You can't write using Reader. You'd need acrobat, which you'd have to pay for, in order to convert a word file into a PDF.
Abobe reader is the free version of adobe acrobat. It’s a dumb down version so that everyone can use it to view PDF’s. It has no creational ability. For that you need adobe acrobat which is mucho money! There are some freeware acrobat style programs out there, that will generate PDF’s but I’m sure word can do that as well.
Adobe's Acrobat format is really about creating a portable version of an already created document. By 'portable' I mean 'a document that can be opened on any computer running any operating system and still look the same. It's not really designed as a format for creating documents in. You can do some pretty basic editing in Acrobat, but it's not well designed for doing more than changing the odd letter here and there. And as has been pointed out above, Acrobat Reader won't do anything except open the documents. You'd need the full version of Acrobat which is a couple of hundred dollars. If you're dead set on creating pdfs (pdf = Portable Document Format = the format Acrobat saves in) then your cheapest option by far is to use OpenOffice. Cheapest because it's free! OpenOffice is an opensource Office Suite and one of its best features is that you can create pdfs from any documents you create. You'd use it just like you use Word and then when you're done with the file, you just 'save as' a pdf. ETA: Word doesn't come with built in pdf conversion. If you buy the full version of Acrobat then that comes with a plugin for Word. There are several other plugins available for word that are shareware (i.e. they cost like $20) but none has done as good a job of converting as OpenOffice in my experience. You could even write your document in Word, open the doc in OpenOffice and convert it from there.
You can't write in Adobe, but you can write it up as a Word file and then convert it. There's probably some type of free conversion program somewhere on the internet.

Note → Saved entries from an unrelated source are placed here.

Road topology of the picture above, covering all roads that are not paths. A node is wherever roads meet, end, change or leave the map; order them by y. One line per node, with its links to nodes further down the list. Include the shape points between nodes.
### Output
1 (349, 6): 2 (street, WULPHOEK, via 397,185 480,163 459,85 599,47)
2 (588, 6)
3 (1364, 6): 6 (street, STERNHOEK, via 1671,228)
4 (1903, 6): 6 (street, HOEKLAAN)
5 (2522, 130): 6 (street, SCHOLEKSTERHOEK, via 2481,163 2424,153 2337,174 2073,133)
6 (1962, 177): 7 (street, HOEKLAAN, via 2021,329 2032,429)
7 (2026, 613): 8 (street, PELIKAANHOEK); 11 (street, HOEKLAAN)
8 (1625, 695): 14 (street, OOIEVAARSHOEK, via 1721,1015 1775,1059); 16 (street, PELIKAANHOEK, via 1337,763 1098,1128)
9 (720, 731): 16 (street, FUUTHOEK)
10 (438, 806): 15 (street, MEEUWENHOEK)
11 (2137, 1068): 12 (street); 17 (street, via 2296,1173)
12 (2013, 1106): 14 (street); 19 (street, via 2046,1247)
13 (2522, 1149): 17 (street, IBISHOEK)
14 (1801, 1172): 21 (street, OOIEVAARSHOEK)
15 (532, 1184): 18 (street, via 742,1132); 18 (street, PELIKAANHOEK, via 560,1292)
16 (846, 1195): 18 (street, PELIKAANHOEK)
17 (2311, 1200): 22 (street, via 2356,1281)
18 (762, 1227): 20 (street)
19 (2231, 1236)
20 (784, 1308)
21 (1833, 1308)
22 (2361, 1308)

You CAN write in (full) Adobe Acrobat. You just cannot write with Acrobat Reader, the free program most people are more familiar with. Full Adobe Acrobat is pretty expensive. Microsoft Word is more commonly accepted for manuscript submissions. The primary advantage of Acrobat is that PDF format doesn't readjust page capacity depending on the installed fonts and printers, so you can be sure your page layouts won't change from system to system. That's really only impotant if you are typesetting rather than writing.
Not quite, by default it doesn't save fonts (or subsets of fonts) as part of the PDF. Instead it relies on you having the font or similar fonts already installed. What you can do however, is embed fonts--or subsets of fonts--in the document. But this is only really necessary if you're using a non-standard font.